→ **DIRECTIONS FOR THIS TASK**
Note how many lines in the entries contain the string "solid", then give that number and nothing else.

Saved entries
########################################

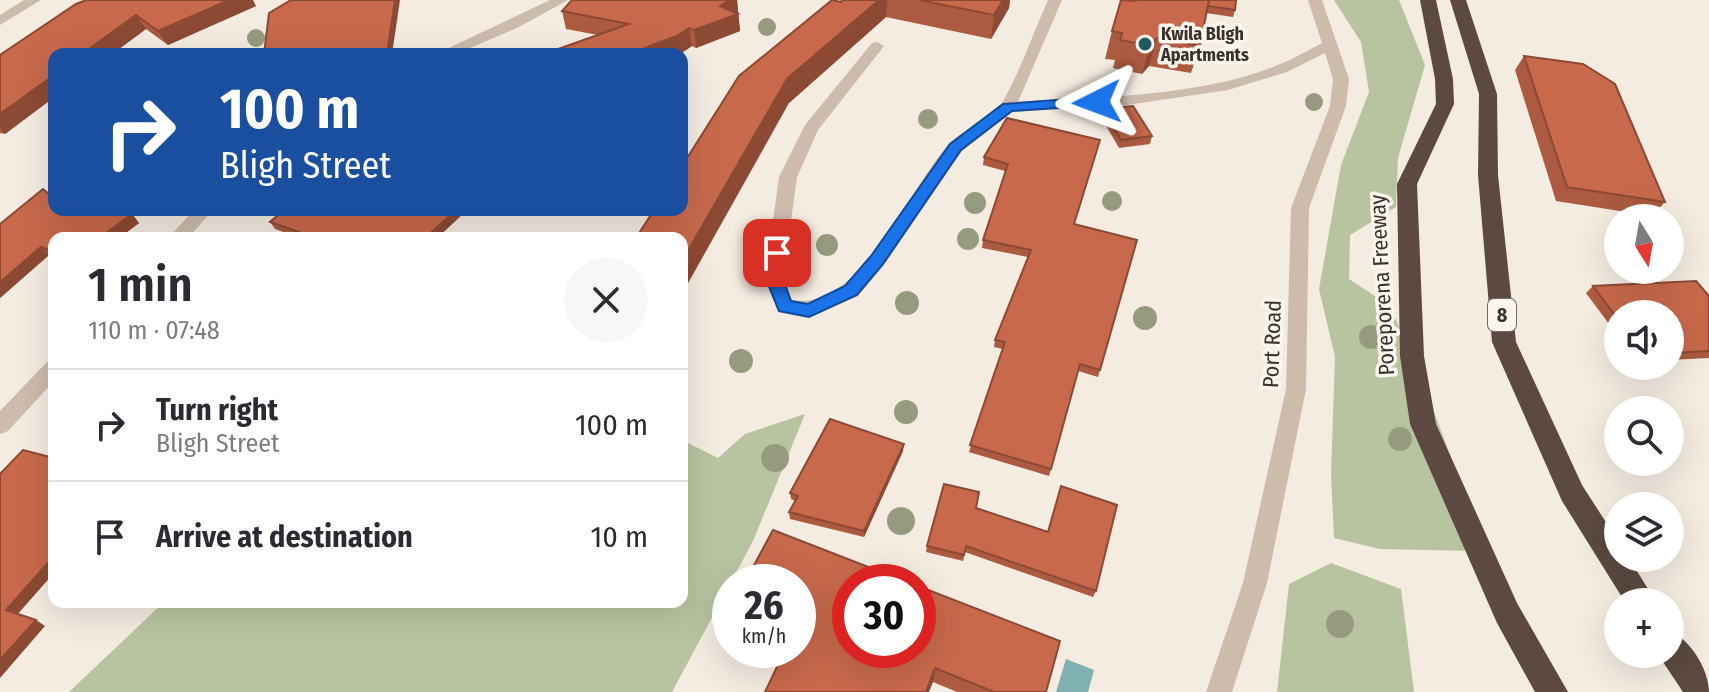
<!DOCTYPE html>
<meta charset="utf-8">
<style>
:root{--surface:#fff;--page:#f7f7f7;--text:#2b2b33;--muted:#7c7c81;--line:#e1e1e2}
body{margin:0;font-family:"Fira Sans Condensed",sans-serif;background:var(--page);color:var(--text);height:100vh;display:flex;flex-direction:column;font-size:30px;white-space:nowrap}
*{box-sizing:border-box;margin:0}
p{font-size:26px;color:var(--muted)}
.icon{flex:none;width:44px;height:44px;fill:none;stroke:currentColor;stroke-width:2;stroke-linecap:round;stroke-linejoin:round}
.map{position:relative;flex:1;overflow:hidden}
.drawer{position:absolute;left:48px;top:232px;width:640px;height:376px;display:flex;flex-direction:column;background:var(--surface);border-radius:16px;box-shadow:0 8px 32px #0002}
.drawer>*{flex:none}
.hud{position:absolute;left:48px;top:48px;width:640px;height:168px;border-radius:16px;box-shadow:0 8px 32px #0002;background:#1a4fa0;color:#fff;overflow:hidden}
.needle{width:52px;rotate:169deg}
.tools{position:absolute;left:1604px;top:204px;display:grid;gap:16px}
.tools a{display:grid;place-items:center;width:80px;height:80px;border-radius:50%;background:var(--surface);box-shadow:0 8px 32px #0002;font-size:40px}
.speed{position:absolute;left:712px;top:564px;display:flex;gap:16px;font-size:40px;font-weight:700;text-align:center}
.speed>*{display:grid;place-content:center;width:104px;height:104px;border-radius:50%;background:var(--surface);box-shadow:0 8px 32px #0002;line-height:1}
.speed small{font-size:20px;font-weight:400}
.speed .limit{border:12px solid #d22;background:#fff;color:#111}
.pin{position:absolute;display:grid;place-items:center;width:68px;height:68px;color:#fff;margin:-34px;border-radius:16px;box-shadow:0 4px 12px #0006}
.me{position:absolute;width:88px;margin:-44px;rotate:267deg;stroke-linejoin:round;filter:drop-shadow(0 0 6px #0008)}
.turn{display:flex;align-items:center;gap:28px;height:168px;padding:0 40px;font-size:36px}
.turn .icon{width:104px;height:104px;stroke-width:2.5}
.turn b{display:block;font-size:56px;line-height:68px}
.round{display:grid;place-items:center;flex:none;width:84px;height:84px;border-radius:42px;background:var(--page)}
.head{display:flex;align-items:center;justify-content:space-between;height:136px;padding:0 40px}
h1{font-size:48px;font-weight:600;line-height:60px}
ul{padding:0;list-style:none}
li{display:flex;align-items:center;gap:24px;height:112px;padding:0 40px;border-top:2px solid var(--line)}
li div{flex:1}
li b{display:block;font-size:30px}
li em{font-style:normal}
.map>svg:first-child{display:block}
.green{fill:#b8c4a0}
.water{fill:#7fb0b2}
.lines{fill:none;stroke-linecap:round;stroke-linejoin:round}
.street{fill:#cdbbac;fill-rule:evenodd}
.highway{fill:#5c4a42;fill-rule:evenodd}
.tree{fill:#969b7f}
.wall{fill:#ac5a40}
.shaded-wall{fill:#8c4a34}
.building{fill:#c8694b;stroke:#8c4a34;stroke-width:2}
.route{fill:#1a73e8;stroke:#114b97;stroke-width:2}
.poi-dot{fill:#1f5a5e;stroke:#fbf5ee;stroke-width:3}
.labels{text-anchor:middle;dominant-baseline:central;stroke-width:7;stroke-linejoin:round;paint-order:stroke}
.far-poi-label{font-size:18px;font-weight:bold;fill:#3b302b;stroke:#fbf5ee;text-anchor:start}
.shield{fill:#fbf5ee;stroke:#756b66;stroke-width:2}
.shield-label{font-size:20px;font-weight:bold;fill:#3b302b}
.street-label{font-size:22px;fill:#3b302b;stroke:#fbf5ee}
</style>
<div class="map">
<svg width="1709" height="692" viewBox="0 0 1709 692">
<rect width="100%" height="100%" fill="#f4ebe1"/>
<g class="green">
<polygon points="1334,0 1399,0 1425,65 1398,158 1396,207 1350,235 1349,279 1390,306 1422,380 1459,479 1475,551 1380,549 1334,538 1331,474 1335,357 1319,289 1341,165 1369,92 1361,42"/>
<polygon points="805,414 753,541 672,692 69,692 164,602 682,602 682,440 718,458 745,434"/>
<polygon points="1331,563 1401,589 1414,692 1277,692 1289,584"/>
</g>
<polygon class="water" points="1066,659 1094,670 1088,692 1056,692"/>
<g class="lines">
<g class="street">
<polygon points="24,0 41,0 0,25 0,15"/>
<polygon points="550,0 568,0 517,28 456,54 436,54"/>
<path d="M1048 0H1062L1018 102C1099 97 1203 96 1278 65 1293 59 1307 51 1322 43L1308 0H1322L1349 79 1346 106 1309 208 1306 389 1267 583 1232 692H1206L1243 583 1286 389 1291 208 1330 106 1333 79 1325 53 1287 72 1228 90 1127 105 1012 112 962 151 884 265 858 296 809 317 778 311 765 279 779 177 805 125 872 43 877 42 884 46 818 130 797 177 783 279 792 300C862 312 909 186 950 143 965 128 992 119 1003 101 1021 70 1033 33 1048 0Z"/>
<polygon points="194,210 213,210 188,238 168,238"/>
<polygon points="54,360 54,381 8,431 0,434 0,411 47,362"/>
</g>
<g class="highway">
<polygon points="1420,0 1436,0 1453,79 1454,104 1417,184 1424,356 1436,424 1517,603 1568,692 1535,692 1497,623 1410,424 1400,356 1397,184 1436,104 1435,79"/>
<polygon points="1450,0 1466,0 1497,94 1498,175 1516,342 1582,485 1618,541 1618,558 1629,558 1656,602 1625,602 1562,501 1492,342 1478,175 1479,94"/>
<path d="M1670 631C1691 640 1709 670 1709 692H1683L1659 656 1658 654H1670Z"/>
</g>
</g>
<g class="tree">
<circle cx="767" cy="27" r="9"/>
<circle cx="256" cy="38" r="9"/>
<circle cx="1314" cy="102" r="9"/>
<circle cx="928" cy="119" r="10"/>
<circle cx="1112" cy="201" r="10"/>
<circle cx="975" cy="203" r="11"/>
<circle cx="968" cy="239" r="11"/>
<circle cx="827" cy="245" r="11"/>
<circle cx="907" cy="303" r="12"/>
<circle cx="1145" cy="318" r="12"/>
<circle cx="1371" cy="337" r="12"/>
<circle cx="741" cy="361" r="12"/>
<circle cx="906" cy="412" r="12"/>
<circle cx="1400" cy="439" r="12"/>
<circle cx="775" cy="458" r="14"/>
<circle cx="901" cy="521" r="14"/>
<circle cx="1340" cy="624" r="14"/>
</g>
<g class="wall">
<polygon points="572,0 737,0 740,31 696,48 692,46 680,54 544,54 598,35 566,29 562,11"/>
<polygon points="842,0 1010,0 1009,8 991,39 886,17 789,103"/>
<polygon points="1236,0 1235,10 1233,17 1206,13 1200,46 1191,73 1149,66 1142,74 1113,68 1115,60 1105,59 1112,31 1136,1"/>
<polygon points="76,4 256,6 168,45 146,29 5,134 0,133 0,55"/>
<polygon points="1524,56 1665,202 1652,216 1556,201 1515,70"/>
<polygon points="1103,109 1152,136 1150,144 1119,148 1101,117"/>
<polygon points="1007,118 1075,224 1137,240 1098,377 1078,371 1049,476 969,452 1003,349 994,347 995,340 1028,257 982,248 983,240 1005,171 983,165 984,157"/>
<polygon points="49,194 132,214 139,223 119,238 54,238 54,257 49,255 0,298"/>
<polygon points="465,212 437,238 300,238 275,229 270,222"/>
<polygon points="1593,286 1709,296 1709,358 1670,360 1670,314 1618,314 1618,336 1586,293"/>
<polygon points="903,451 864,537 790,519 789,512 795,501 791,499 790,493"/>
<polygon points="976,508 1096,591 1093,597 965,552 963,561 926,552 927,546"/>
<polygon points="798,582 1046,692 957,692 933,682 798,650"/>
</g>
<g class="shaded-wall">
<polygon points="229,0 253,0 256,6 168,45 158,31"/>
<polygon points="395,0 400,0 392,54 387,54"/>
<polygon points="730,0 737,0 740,31 696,48 694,30 720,6"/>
<polygon points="879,0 887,0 886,17 789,103 682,294 682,261 787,79"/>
<polygon points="1003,0 1010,0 1009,8 991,39 994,15"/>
<polygon points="136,15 146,29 112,54 82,54"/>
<polygon points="689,28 692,46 680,54 629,54"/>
<polygon points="1157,38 1149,66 1142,74 1150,46"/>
<polygon points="54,75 54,97 5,134 0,128 0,114"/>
<polygon points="120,210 137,210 127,218"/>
<polygon points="456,210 464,210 465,212 437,238 425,238"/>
<polygon points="132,214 139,223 119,238 99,238"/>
<polygon points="41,247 49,255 0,298 0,282"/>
<polygon points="904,444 903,451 864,537 864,531"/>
<polygon points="54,556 54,573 16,616 6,610"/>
<polygon points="36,620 45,626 0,678 0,660"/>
<polygon points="935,668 933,682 929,692 926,692"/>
</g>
<g class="building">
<polygon points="86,0 229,0 158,31 136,15 82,54 54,54 54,75 0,114 0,55 76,4"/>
<polygon points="291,0 395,0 387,54 264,54 269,13"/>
<polygon points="572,0 730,0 720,6 738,14 694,30 689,28 677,36 629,54 544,54 629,24 562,11"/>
<polygon points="832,0 841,2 842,0 879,0 787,79 682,261 682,238 636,238 654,210 682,210 682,166 739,76"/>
<polygon points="919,0 1003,0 994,15"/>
<polygon points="1121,0 1136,1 1137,0 1209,0 1200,46 1157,38 1150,46 1120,40 1122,33 1112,31"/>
<polygon points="1209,0 1236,0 1235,10 1208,6"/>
<polygon points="1524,56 1583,64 1615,84 1665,202 1567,187"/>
<polygon points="1133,106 1152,136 1121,140 1103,109"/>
<polygon points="1007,118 1100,140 1074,224 1137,240 1100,370 1080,364 1051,469 970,445 1005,342 995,340 1031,250 983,240 1008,164 984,157"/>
<polygon points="43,189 49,194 54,190 54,210 122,210 132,214 99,238 54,238 54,252 41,247 0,282 0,224"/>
<polygon points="284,210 456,210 425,238 316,238 270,222"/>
<polygon points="1696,281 1709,296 1709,351 1670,353 1670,314 1618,314 1618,319 1593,286"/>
<polygon points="830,419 904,444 864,531 789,512 798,496 790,493"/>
<polygon points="23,450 54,458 54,556 6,610 36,620 0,660 0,474"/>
<polygon points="944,484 979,492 976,508 1048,532 1061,486 1117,505 1096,591 966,546 964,555 927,546"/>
<polygon points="773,530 907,582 850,582 850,650 918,650 918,586 1060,641 1046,692 994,692 935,668 926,692 765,692 785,650 798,650 798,622 802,614 798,613 798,582 745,582"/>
</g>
<polygon class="route" points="1097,97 1102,99 1102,105 1012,111 961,150 883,264 857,295 809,317 779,311 766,279 771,249 777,247 786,253 783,279 791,301 808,304 845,286 871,256 950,144 1003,104"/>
<circle class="poi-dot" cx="1145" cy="44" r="8"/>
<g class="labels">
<g class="far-poi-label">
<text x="1161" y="34">Kwila Bligh<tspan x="1161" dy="21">Apartments</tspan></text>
</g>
<rect class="shield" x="1488" y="299" width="28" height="32" rx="6"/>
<g class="shield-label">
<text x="1502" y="315">8</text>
</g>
<g class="street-label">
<text transform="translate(1382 285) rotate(-93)">Poreporena Freeway</text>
<text transform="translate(1272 344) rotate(-88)">Port Road</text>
</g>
</g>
</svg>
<div class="tools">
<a><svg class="needle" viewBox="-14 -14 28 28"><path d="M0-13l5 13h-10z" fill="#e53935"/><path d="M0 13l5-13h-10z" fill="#7c7c81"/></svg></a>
<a><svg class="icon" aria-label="sound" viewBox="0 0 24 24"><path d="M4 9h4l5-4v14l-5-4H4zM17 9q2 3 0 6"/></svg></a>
<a><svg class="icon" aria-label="search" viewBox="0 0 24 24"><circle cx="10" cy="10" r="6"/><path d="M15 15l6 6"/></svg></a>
<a><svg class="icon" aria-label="layers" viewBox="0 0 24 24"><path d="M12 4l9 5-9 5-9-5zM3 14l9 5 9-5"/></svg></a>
<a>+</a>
</div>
<div class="speed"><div>26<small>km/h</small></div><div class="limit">30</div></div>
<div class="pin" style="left:777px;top:253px;background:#d93025"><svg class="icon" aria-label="arrive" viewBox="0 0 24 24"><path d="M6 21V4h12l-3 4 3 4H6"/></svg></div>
<svg class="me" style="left:1097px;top:102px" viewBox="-20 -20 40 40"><path d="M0-17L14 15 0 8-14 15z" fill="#1a73e8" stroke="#fff" stroke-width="4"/></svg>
<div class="hud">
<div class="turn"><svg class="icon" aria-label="right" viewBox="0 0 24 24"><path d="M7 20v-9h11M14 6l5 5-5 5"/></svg><div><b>100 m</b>Bligh Street</div></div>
</div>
<section class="drawer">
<div class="head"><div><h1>1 min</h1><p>110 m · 07:48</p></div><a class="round"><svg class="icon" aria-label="close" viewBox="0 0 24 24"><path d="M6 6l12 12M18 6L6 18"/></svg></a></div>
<ul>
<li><svg class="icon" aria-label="right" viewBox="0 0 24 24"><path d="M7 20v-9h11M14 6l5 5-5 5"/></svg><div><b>Turn right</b><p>Bligh Street</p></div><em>100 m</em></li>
<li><svg class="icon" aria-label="arrive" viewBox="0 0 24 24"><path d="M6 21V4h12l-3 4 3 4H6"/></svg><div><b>Arrive at destination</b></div><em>10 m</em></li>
</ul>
</section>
</div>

########################################

→ **RESPONSE TO THIS EXERCISE**
2